Working with Howard Kanovitz

http://www.ludwigmuseum.org/ausstellungen?view=exhibition&id=28

 

Working with Howard Kanovitz

         It was the fall of 1971 in Cologne, and Howard Kanovitz was the first American I had ever met. He was at the height of his career as a painter, and his star shone brightly in the Photorealist movement. Everything about him seemed foreign and mysterious to me, including his paintings.

         I was a young art student, part of a small group of painters with Manfred Boecker and Wolfgang Niedecken. Our shared interest in Dada inspired us to name ourselves the “Gruppe Schizo.” Movements that used humor—from Fluxus to Pop to Concept art—were all-important to us. We took it all in. We called “Ready-Mades” “es fähdisch” in Kölsch Dialect. We admired and absorbed the works of Sigmar Polke, Gerhard Richter, and Josef Beuys, but instinctively knew we needed to branch out from there. For me, this meant radically changing my environment, getting away to explore new places and seeing what would develop.

         At the very same time, Howard Kanovitz was looking for a studio assistant in Cologne. Naturally, I was curious and jumped at the opportunity to work with him. It turned into a three-year working relationship.

         Howard had left New York with his wife Mary and young daughter Cleo in 1972 to spend a year in Cologne, painting and teaching while participating in the Documenta V exhibition in Kassel. The teaching position never materialized, and his stay lasted only about seven or eight months. The family found a penthouse apartment by the Rhine not far from the Severinsbrücke. Howard bought his first Mercedes and proudly drove it around Cologne, then later took it back to NY with him.

         I helped him set up a studio in a large windowless basement with just a skylight on Roonstraße, not far from Galerie Thelen on Lindenstraße, where his work was shown regularly. Howard Kanovitz was a 9-to-5 guy and worked five days a week. I noticed how deliberately he orchestrated his process, which was highly analytical and detail-oriented. Things had to be a certain way and there were no compromises. This appealed to me.

         We purchased an air compressor, had lights installed, plastered some walls, and made some working tables. A lot of his equipment, materials, brushes, and paints had come from New York. He rarely used regular paintbrushes; a series of different size airbrushes did the job. 

         I was eager to know more about what painting could be and quickly learned to work with these new tools. Initially my job was to cut stencils out of wax paper, which Howard would then use to apply acrylic spray paint to canvas.

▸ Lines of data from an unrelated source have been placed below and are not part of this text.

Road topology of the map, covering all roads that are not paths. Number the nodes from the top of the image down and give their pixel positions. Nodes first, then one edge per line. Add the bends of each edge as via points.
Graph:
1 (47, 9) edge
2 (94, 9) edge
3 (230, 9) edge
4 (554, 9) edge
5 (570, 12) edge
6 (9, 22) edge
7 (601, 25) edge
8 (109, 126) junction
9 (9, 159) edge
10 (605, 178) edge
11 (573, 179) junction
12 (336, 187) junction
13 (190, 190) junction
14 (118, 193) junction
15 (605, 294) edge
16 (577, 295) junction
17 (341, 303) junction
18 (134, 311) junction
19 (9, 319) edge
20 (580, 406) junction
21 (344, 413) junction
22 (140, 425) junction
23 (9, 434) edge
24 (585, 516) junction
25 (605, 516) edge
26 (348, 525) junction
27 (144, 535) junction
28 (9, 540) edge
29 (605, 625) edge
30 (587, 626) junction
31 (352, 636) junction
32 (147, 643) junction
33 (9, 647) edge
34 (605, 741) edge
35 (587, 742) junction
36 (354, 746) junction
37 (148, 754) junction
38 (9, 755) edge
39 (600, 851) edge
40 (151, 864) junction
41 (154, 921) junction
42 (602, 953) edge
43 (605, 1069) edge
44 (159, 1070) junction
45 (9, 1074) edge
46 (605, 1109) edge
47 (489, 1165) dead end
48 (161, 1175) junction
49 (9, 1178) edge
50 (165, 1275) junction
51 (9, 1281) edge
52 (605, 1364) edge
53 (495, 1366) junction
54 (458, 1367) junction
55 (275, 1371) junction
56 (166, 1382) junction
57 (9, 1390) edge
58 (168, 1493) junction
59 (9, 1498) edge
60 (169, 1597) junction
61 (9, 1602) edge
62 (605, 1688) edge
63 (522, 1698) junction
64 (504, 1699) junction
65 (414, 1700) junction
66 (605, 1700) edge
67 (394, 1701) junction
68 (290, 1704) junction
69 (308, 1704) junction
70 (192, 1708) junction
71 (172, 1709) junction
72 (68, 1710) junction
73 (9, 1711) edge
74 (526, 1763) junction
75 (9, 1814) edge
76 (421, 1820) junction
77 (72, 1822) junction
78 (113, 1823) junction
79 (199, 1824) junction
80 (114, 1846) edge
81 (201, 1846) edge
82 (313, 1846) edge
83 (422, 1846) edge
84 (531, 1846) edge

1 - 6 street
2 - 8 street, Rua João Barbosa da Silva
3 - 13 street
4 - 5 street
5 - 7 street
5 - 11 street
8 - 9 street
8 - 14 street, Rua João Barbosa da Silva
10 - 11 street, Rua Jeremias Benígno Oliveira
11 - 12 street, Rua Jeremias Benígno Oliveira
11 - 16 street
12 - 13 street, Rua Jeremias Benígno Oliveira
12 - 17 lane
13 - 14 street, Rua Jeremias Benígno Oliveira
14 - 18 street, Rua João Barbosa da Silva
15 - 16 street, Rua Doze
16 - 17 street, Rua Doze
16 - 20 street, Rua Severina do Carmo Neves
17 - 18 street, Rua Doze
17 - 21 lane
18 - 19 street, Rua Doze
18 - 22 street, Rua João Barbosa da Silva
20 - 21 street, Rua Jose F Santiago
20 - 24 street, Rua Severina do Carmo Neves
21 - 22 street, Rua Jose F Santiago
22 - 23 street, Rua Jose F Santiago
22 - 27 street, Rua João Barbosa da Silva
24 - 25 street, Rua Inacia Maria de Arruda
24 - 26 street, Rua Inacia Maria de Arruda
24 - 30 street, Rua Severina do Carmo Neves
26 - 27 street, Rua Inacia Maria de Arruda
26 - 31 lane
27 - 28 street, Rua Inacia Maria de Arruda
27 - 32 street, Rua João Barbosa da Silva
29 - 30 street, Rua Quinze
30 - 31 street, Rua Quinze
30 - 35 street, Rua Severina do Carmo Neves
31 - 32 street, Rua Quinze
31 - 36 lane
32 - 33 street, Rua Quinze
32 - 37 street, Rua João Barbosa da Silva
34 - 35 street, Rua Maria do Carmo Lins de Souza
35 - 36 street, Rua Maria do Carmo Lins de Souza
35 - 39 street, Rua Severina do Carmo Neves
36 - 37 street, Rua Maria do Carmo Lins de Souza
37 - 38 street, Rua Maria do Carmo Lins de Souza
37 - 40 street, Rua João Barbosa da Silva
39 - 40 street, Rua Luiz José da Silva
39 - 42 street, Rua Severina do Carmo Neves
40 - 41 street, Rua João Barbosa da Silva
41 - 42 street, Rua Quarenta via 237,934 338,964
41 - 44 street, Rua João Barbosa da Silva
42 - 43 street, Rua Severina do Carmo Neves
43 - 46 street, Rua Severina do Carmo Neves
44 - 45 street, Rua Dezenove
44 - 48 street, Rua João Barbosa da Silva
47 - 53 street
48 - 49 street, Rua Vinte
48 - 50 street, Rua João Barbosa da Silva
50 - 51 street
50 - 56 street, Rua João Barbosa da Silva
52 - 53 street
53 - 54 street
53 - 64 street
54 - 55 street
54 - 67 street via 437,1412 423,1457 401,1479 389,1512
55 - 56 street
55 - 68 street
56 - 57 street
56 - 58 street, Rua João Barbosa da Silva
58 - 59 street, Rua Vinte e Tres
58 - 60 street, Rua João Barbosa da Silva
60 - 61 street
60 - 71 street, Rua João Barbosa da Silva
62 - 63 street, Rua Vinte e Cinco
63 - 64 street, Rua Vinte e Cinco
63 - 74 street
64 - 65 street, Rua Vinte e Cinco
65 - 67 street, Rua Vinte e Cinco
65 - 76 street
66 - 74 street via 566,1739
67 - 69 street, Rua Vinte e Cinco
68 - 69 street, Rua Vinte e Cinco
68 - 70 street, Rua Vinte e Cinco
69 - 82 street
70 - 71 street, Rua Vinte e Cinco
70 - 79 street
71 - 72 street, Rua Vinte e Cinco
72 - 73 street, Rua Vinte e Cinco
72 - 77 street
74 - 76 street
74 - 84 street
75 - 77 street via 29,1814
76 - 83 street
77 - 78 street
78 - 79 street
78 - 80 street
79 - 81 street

         Currywurst was absolutely new to him and we regularly lunched at a nearby Turkish fast food place. I remember him being surprised by the lack of the “to-go” business concept that’s so familiar for a New Yorker; its absence was a great mystery to him. “Someone could make a fortune bringing it to Germany,” he remarked.

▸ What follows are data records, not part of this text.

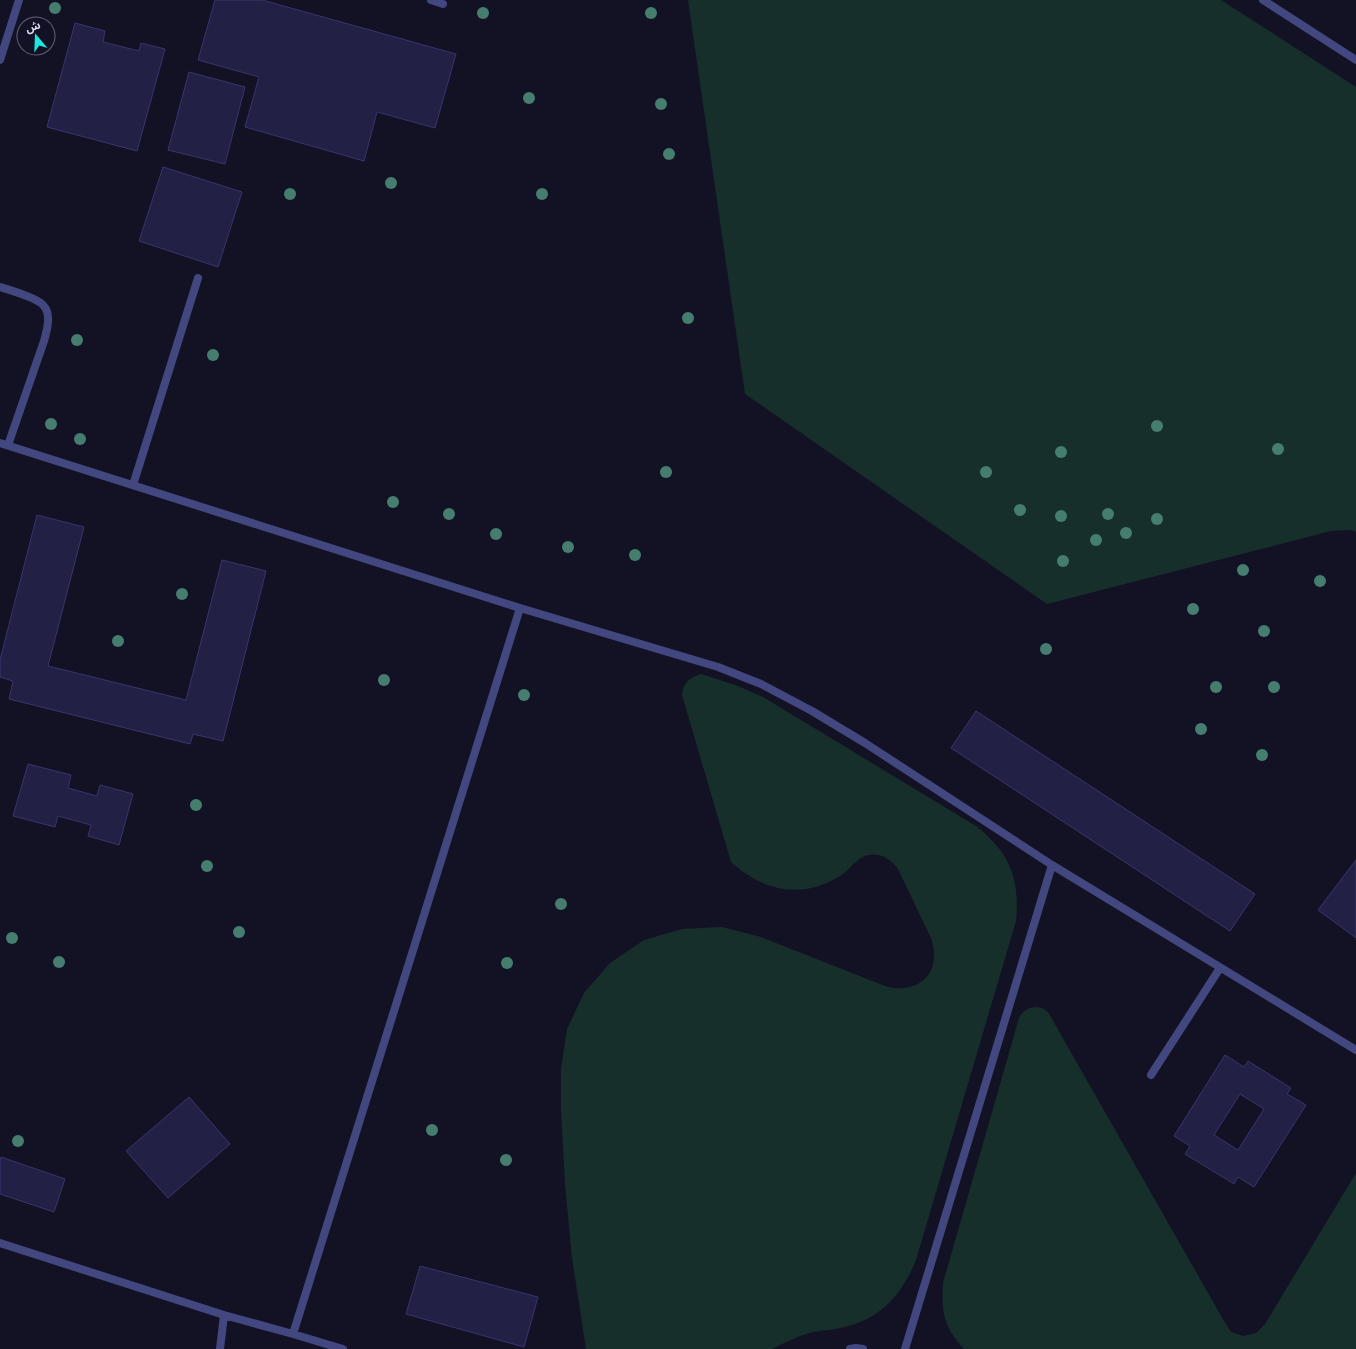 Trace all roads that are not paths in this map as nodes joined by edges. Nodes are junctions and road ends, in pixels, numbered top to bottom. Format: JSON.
{"nodes":[{"id":1,"x":19,"y":0,"type":"edge"},
{"id":2,"x":431,"y":0,"type":"edge"},
{"id":3,"x":1263,"y":0,"type":"edge"},
{"id":4,"x":443,"y":4,"type":"dead end"},
{"id":5,"x":0,"y":60,"type":"edge"},
{"id":6,"x":1356,"y":60,"type":"edge"},
{"id":7,"x":198,"y":278,"type":"dead end"},
{"id":8,"x":0,"y":287,"type":"edge"},
{"id":9,"x":4,"y":444,"type":"edge"},
{"id":10,"x":133,"y":485,"type":"junction"},
{"id":11,"x":520,"y":608,"type":"junction"},
{"id":12,"x":1052,"y":865,"type":"junction"},
{"id":13,"x":1220,"y":968,"type":"junction"},
{"id":14,"x":1356,"y":1050,"type":"edge"},
{"id":15,"x":1152,"y":1076,"type":"dead end"},
{"id":16,"x":0,"y":1243,"type":"edge"},
{"id":17,"x":224,"y":1315,"type":"junction"},
{"id":18,"x":292,"y":1334,"type":"junction"},
{"id":19,"x":220,"y":1349,"type":"edge"},
{"id":20,"x":343,"y":1349,"type":"edge"},
{"id":21,"x":850,"y":1349,"type":"edge"},
{"id":22,"x":863,"y":1349,"type":"edge"},
{"id":23,"x":905,"y":1349,"type":"edge"}],
"edges":[{"from":1,"to":5,"type":"lane"},
{"from":2,"to":4,"type":"lane"},
{"from":3,"to":6,"type":"lane"},
{"from":7,"to":10,"type":"lane"},
{"from":8,"to":9,"type":"lane"},
{"from":9,"to":10,"type":"lane"},
{"from":10,"to":11,"type":"lane"},
{"from":11,"to":12,"type":"lane"},
{"from":11,"to":18,"type":"lane"},
{"from":12,"to":13,"type":"lane"},
{"from":12,"to":23,"type":"lane"},
{"from":13,"to":14,"type":"lane"},
{"from":13,"to":15,"type":"lane"},
{"from":16,"to":17,"type":"lane"},
{"from":17,"to":18,"type":"lane"},
{"from":17,"to":19,"type":"lane"},
{"from":18,"to":20,"type":"lane"},
{"from":21,"to":22,"type":"lane"}]}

         To start a new painting he would first project photographic images from either a slide or an overhead projector onto the wall. He would create and adjust the composition, at times using several layered projections. The images were then transferred to tracing paper using pencils, carefully outlining color variations with dotted lines. These were called “working drawings.” They had a deliberate, almost-architectural feel and appearance.

         At that stage Howard wasn’t interested in rendering recognizable images. It was all about separating color values from one another. When they were ready, the drawings were transferred to a prepared canvas using graphite carbon paper. Sometimes he used several different drawings on the same canvas, combining and adjusting them as he saw fit. Registration marks at the corners allowed for multiple uses when lines were lost during the painting process.

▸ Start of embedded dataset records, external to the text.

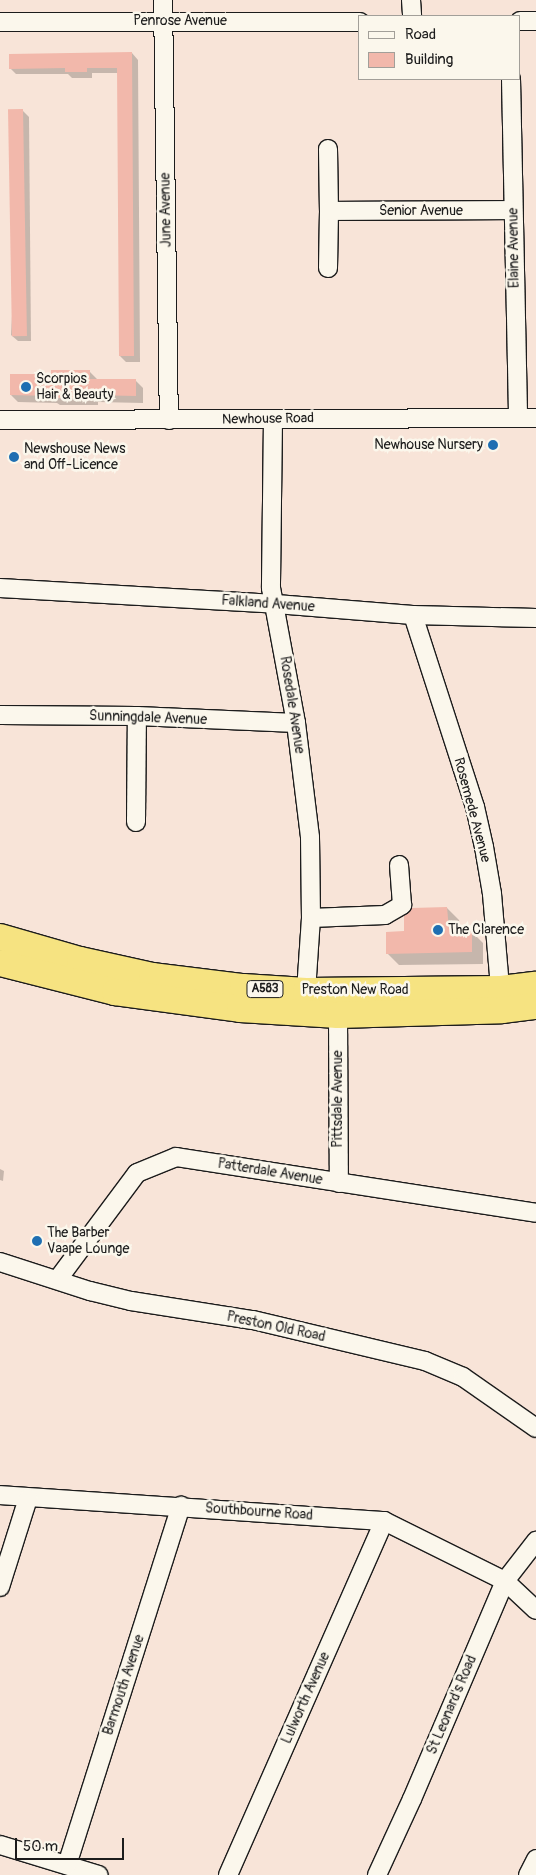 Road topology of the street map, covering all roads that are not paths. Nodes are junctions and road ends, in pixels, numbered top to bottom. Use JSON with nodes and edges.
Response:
{"nodes":[{"id":1,"x":163,"y":0,"type":"edge"},
{"id":2,"x":411,"y":0,"type":"edge"},
{"id":3,"x":412,"y":15,"type":"edge"},
{"id":4,"x":164,"y":21,"type":"junction"},
{"id":5,"x":521,"y":21,"type":"edge"},
{"id":6,"x":536,"y":21,"type":"edge"},
{"id":7,"x":0,"y":22,"type":"edge"},
{"id":8,"x":358,"y":22,"type":"edge"},
{"id":9,"x":512,"y":80,"type":"edge"},
{"id":10,"x":328,"y":149,"type":"dead end"},
{"id":11,"x":513,"y":210,"type":"junction"},
{"id":12,"x":329,"y":211,"type":"junction"},
{"id":13,"x":328,"y":268,"type":"dead end"},
{"id":14,"x":518,"y":418,"type":"junction"},
{"id":15,"x":536,"y":418,"type":"edge"},
{"id":16,"x":274,"y":419,"type":"junction"},
{"id":17,"x":0,"y":420,"type":"edge"},
{"id":18,"x":169,"y":420,"type":"junction"},
{"id":19,"x":0,"y":588,"type":"edge"},
{"id":20,"x":276,"y":604,"type":"junction"},
{"id":21,"x":414,"y":615,"type":"junction"},
{"id":22,"x":536,"y":618,"type":"edge"},
{"id":23,"x":0,"y":714,"type":"edge"},
{"id":24,"x":138,"y":716,"type":"junction"},
{"id":25,"x":296,"y":723,"type":"junction"},
{"id":26,"x":136,"y":822,"type":"dead end"},
{"id":27,"x":399,"y":865,"type":"dead end"},
{"id":28,"x":311,"y":918,"type":"junction"},
{"id":29,"x":0,"y":937,"type":"edge"},
{"id":30,"x":0,"y":963,"type":"edge"},
{"id":31,"x":536,"y":985,"type":"edge"},
{"id":32,"x":306,"y":991,"type":"junction"},
{"id":33,"x":501,"y":999,"type":"junction"},
{"id":34,"x":536,"y":1006,"type":"edge"},
{"id":35,"x":338,"y":1015,"type":"junction"},
{"id":36,"x":339,"y":1183,"type":"junction"},
{"id":37,"x":536,"y":1213,"type":"edge"},
{"id":38,"x":0,"y":1262,"type":"edge"},
{"id":39,"x":58,"y":1279,"type":"junction"},
{"id":40,"x":536,"y":1428,"type":"edge"},
{"id":41,"x":0,"y":1495,"type":"edge"},
{"id":42,"x":28,"y":1498,"type":"junction"},
{"id":43,"x":181,"y":1506,"type":"junction"},
{"id":44,"x":384,"y":1521,"type":"junction"},
{"id":45,"x":536,"y":1541,"type":"edge"},
{"id":46,"x":505,"y":1581,"type":"junction"},
{"id":47,"x":0,"y":1587,"type":"edge"},
{"id":48,"x":536,"y":1610,"type":"edge"},
{"id":49,"x":0,"y":1845,"type":"edge"},
{"id":50,"x":536,"y":1860,"type":"edge"},
{"id":51,"x":67,"y":1865,"type":"junction"},
{"id":52,"x":99,"y":1875,"type":"edge"},
{"id":53,"x":228,"y":1875,"type":"edge"},
{"id":54,"x":377,"y":1875,"type":"edge"},
{"id":55,"x":528,"y":1875,"type":"edge"}],
"edges":[{"from":1,"to":4,"type":"street","name":"June Avenue"},
{"from":2,"to":3,"type":"street"},
{"from":4,"to":7,"type":"street","name":"Penrose Avenue"},
{"from":4,"to":8,"type":"street","name":"Penrose Avenue"},
{"from":4,"to":18,"type":"street","name":"June Avenue"},
{"from":5,"to":6,"type":"street"},
{"from":9,"to":11,"type":"street","name":"Elaine Avenue"},
{"from":10,"to":12,"type":"street"},
{"from":11,"to":12,"type":"street","name":"Senior Avenue"},
{"from":11,"to":14,"type":"street","name":"Elaine Avenue"},
{"from":12,"to":13,"type":"street"},
{"from":14,"to":15,"type":"street","name":"Newhouse Road"},
{"from":14,"to":16,"type":"street","name":"Newhouse Road"},
{"from":16,"to":18,"type":"street","name":"Newhouse Road"},
{"from":16,"to":20,"type":"street","name":"Rosedale Avenue"},
{"from":17,"to":18,"type":"street","name":"Newhouse Road"},
{"from":19,"to":20,"type":"street","name":"Falkland Avenue"},
{"from":20,"to":21,"type":"street","name":"Falkland Avenue"},
{"from":20,"to":25,"type":"street","name":"Rosedale Avenue"},
{"from":21,"to":22,"type":"street","name":"Falkland Avenue"},
{"from":21,"to":33,"type":"street","name":"Rosemede Avenue"},
{"from":23,"to":24,"type":"street","name":"Sunningdale Avenue"},
{"from":24,"to":25,"type":"street","name":"Sunningdale Avenue"},
{"from":24,"to":26,"type":"street"},
{"from":25,"to":28,"type":"street","name":"Rosedale Avenue"},
{"from":27,"to":28,"type":"street"},
{"from":28,"to":32,"type":"street","name":"Rosedale Avenue"},
{"from":29,"to":32,"type":"highway","name":"Preston New Road","number":"A583"},
{"from":30,"to":35,"type":"highway","name":"Preston New Road","number":"A583"},
{"from":31,"to":33,"type":"highway","name":"Preston New Road","number":"A583"},
{"from":32,"to":33,"type":"highway","name":"Preston New Road","number":"A583"},
{"from":33,"to":34,"type":"highway","name":"Preston New Road","number":"A583"},
{"from":33,"to":35,"type":"highway","name":"Preston New Road","number":"A583"},
{"from":35,"to":36,"type":"street","name":"Pittsdale Avenue"},
{"from":36,"to":37,"type":"street","name":"Patterdale Avenue"},
{"from":36,"to":39,"type":"street","name":"Patterdale Avenue"},
{"from":38,"to":39,"type":"street","name":"Preston Old Road"},
{"from":39,"to":40,"type":"street","name":"Preston Old Road"},
{"from":41,"to":42,"type":"street","name":"Southbourne Road"},
{"from":42,"to":43,"type":"street","name":"Southbourne Road"},
{"from":42,"to":47,"type":"street"},
{"from":43,"to":44,"type":"street","name":"Southbourne Road"},
{"from":43,"to":51,"type":"street","name":"Barmouth Avenue"},
{"from":44,"to":46,"type":"street","name":"Southbourne Road"},
{"from":44,"to":53,"type":"street","name":"Lulworth Avenue"},
{"from":45,"to":46,"type":"street","name":"St Leonard's Road"},
{"from":46,"to":48,"type":"street","name":"Southbourne Road"},
{"from":46,"to":54,"type":"street","name":"St Leonard's Road"},
{"from":49,"to":51,"type":"street"},
{"from":50,"to":55,"type":"street"},
{"from":51,"to":52,"type":"street"}]}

         Some stencils were raised to 1/8th of an inch above the canvas using cardboard to allow for a softer edge when the spray paint was applied. Softer detail gradations were done freehand, using the smallest airbrushes. A motor mounted on top of the air compressor’s tank would occasionally kick in to fill the tank with air.

         Paint colors were usually mixed ahead of time, using opaque and transparent mixtures of acrylics. Howard kept a gray scale handily premixed, consisting of about ten to twelve tones from black to white. Burnt umber warmed up the grays and took the edge off the solid black. All of the paints were premixed in glass jars on his painting table.

         Before a surface was ready to be painted on, three or more layers of sprayed gesso (with a light sanding in between) were applied to the raw linen canvases. The final paintings received a matte acrylic varnish at the end. Howard liked his colors to blend on the canvas, just like in a photo projection.

         I always favored the paintings shown at Documenta V in Kassel along with the ones we worked on together in Cologne, which depicted his studio walls, tools and casual objects (plugs, projections, paper, tape, shadows, etc.) These items carried the essence of his process, blurring the line between realistic documentation and visual poetry. 

         We spent the winter of 1973 in London. The Kanovitz family rented an apartment on Marloes Road in Kensington. Howard and I commuted to a studio in Chiswick, where he embarked on a series of paintings that were all approximately eight-feet tall. His idea was to create an installation consisting of these many unrelated yet adjoined paintings. The project was never completed and the paintings (including “North Light,” “The magazine Women believe In (aka Journal),” “Roses”, ”Portal,” and “Chair Shadow”) ended up in various collections instead.

         In late winter 1973, I went back to Cologne. We continued working in New York the following fall for another year. I lived at Howard’s studio on Second Avenue and St. Marks Place, and decided to stay in New York after our close association ended during the summer of 1974 to pursue my own painting. I found a loft in the same building as Howard’s, which I kept for nearly forty years. We remained friends until his death in 2009. I still live and work in New York City today.

         I think Sam Hunter put it best:

“Howard Kanovitz is perhaps the most poetic of the group of New Realists who began to forge novel expressive truths from the camera’s photographic image in the Sixties. Kanovitz makes us acutely aware of the artistic process, the miracle of vision, and mercurial nature of our seemingly familiar world.”